O presidente Jair Bolsonaro partiu, neste domingo (17), para os Estados Unidos, onde se encontrará com seu colega Donald Trump para selar uma aliança conservadora, fortalecer seus laços econômicos e militares e aumentar a pressão sobre a Venezuela.

O presidente decolou da base aérea de Brasília por volta das 8h00 com seis ministros, incluindo o chanceler Ernesto Araújo; o ministro da Economia, Paulo Guedes; e o da Justiça e Segurança, Sérgio Moro.

É a primeira visita bilateral de Bolsonaro no exterior desde que assumiu o cargo em 1º de janeiro.

Seu filho e deputado federal Eduardo Bolsonaro - muito ativo nas articulações com representantes da onda neoconservadora mundial - já está nos Estados Unidos.

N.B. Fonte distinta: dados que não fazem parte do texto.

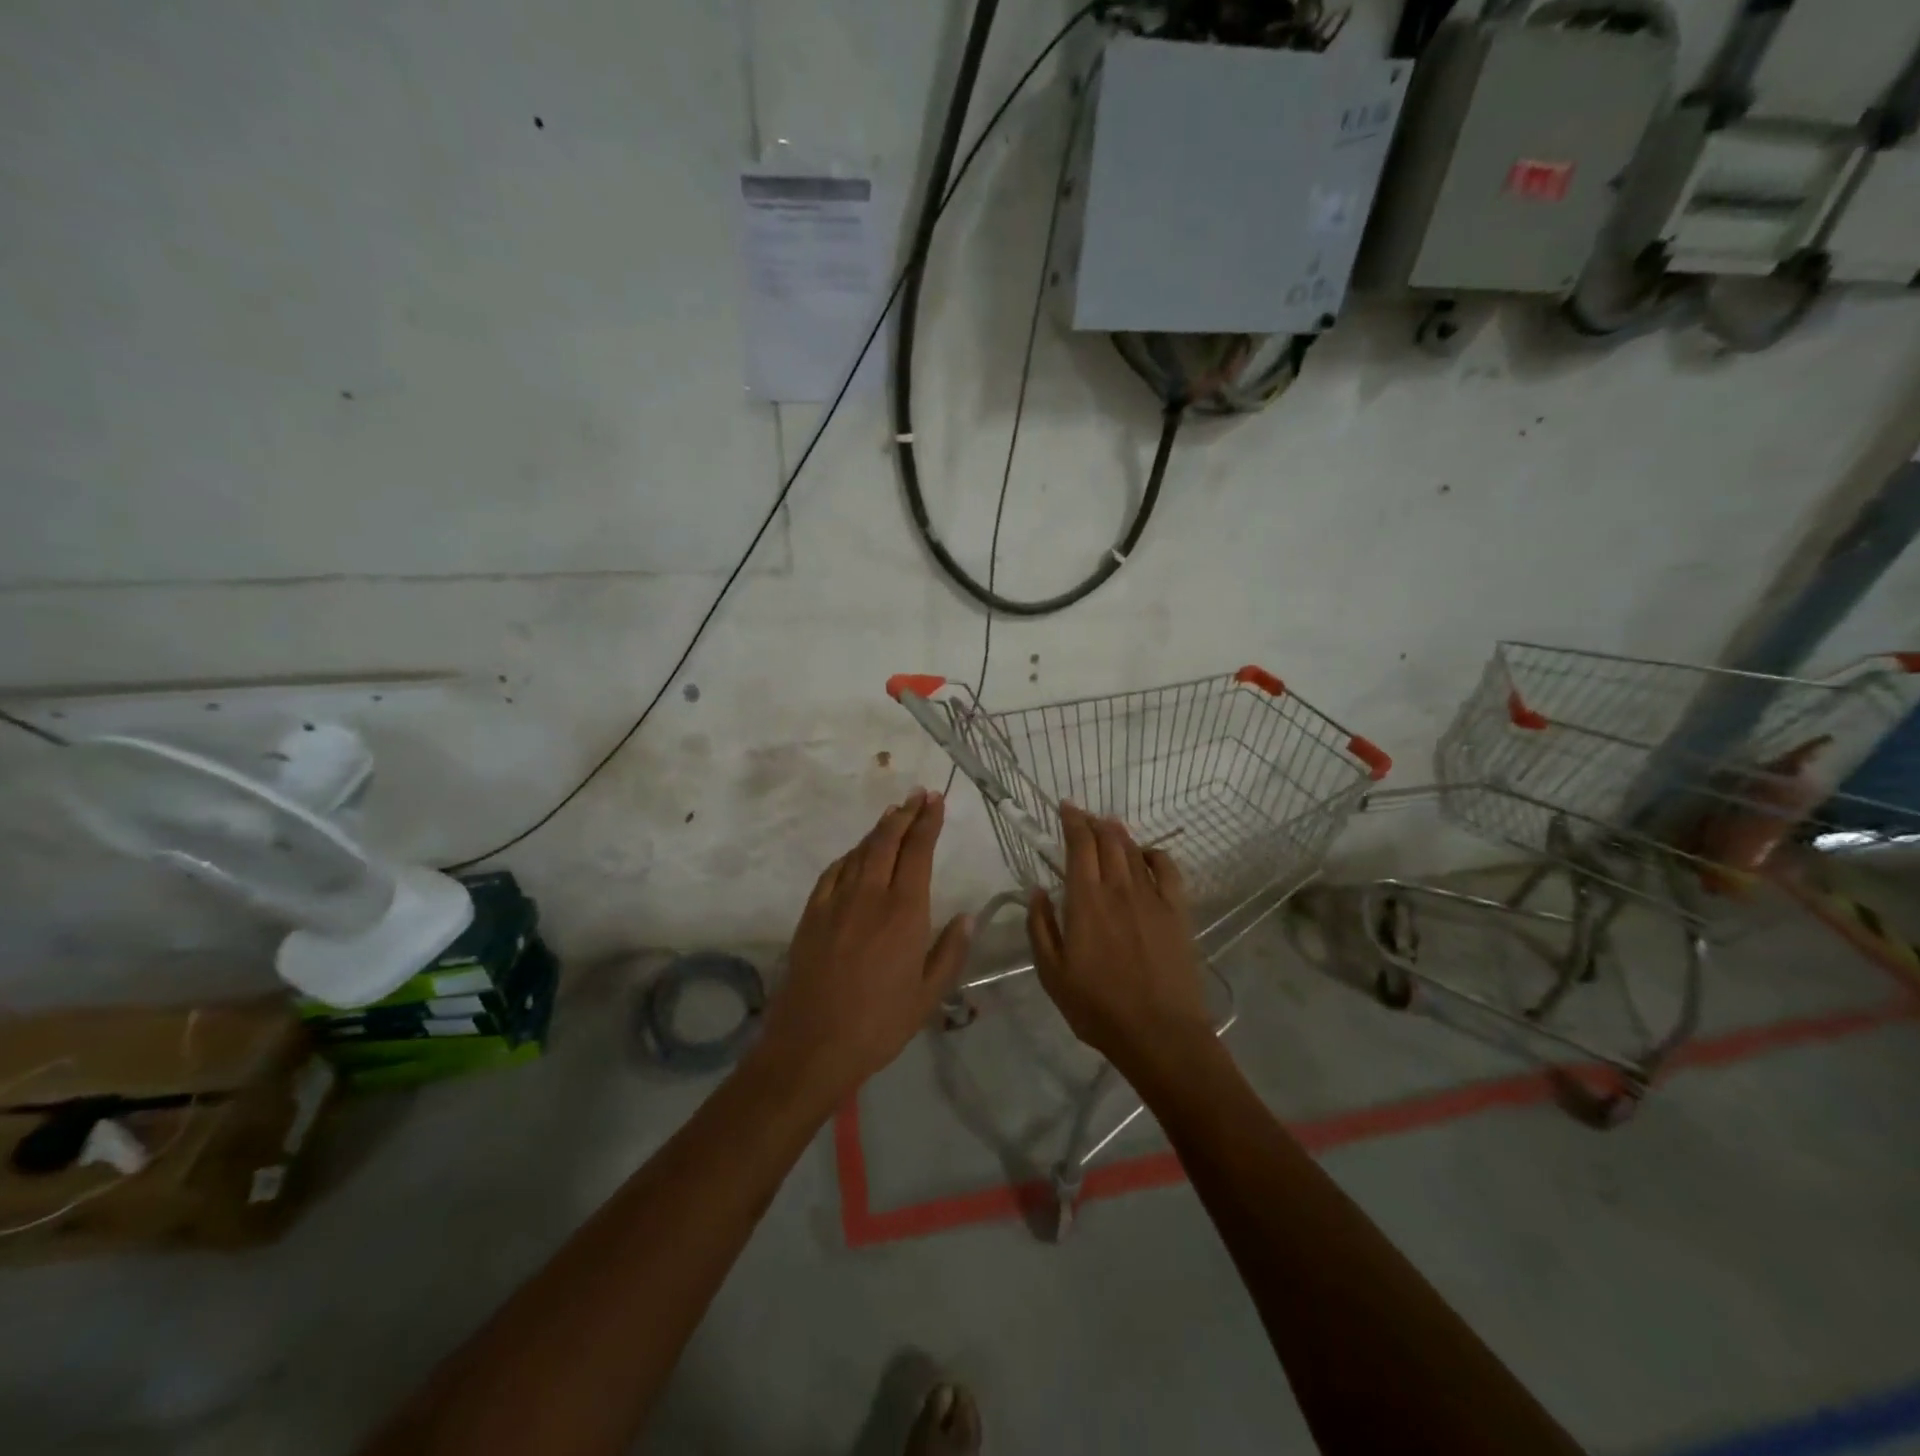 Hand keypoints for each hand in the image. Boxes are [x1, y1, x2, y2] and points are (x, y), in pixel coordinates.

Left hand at [757, 789, 972, 1103]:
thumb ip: (950, 952)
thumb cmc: (879, 1024)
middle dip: (905, 814)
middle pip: (887, 841)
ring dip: (878, 830)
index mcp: (905, 912)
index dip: (928, 822)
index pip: (918, 852)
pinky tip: (855, 855)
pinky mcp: (811, 915)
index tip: (936, 800)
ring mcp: (836, 902)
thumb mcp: (928, 995)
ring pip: (859, 852)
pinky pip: (832, 873)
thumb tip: (967, 917)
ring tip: (892, 815)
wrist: (812, 1045)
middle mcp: (870, 896)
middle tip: (918, 795)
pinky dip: (848, 856)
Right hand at [1026, 804, 1211, 1068]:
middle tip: (1082, 815)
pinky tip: (1146, 854)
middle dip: (1092, 821)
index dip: (1072, 821)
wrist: (1159, 1033)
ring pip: (1133, 850)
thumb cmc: (1098, 1007)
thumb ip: (1040, 927)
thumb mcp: (1052, 973)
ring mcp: (1152, 898)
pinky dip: (1154, 854)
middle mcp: (1118, 889)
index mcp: (1085, 901)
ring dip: (1119, 833)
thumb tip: (1037, 891)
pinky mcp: (1177, 911)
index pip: (1079, 845)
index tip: (1065, 807)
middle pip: (1107, 840)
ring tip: (1108, 825)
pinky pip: (1168, 869)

O presidente brasileiro permanecerá em Washington até terça-feira e ficará hospedado na Blair House, a residência oficial para hóspedes localizada em frente à Casa Branca.

Bolsonaro anunciou esta semana que o destaque da visita será a assinatura de um acordo que permitirá o lançamento de satélites americanos a partir da base de Alcântara (norte do Brasil).

Eles também abordarão a crise na Venezuela. A feroz oposição ao que ambos os governos consideram uma "ditadura" no país caribenho é uma das questões que mais une os dois líderes.

Os Estados Unidos estão à frente dos mais de 50 países, incluindo o Brasil, que reconhecem o líder opositor Juan Guaidó como presidente interino venezuelano, e aplicaram sanções econômicas e um embargo ao petróleo da Venezuela, vital para a sua economia, que entra em vigor em 28 de abril.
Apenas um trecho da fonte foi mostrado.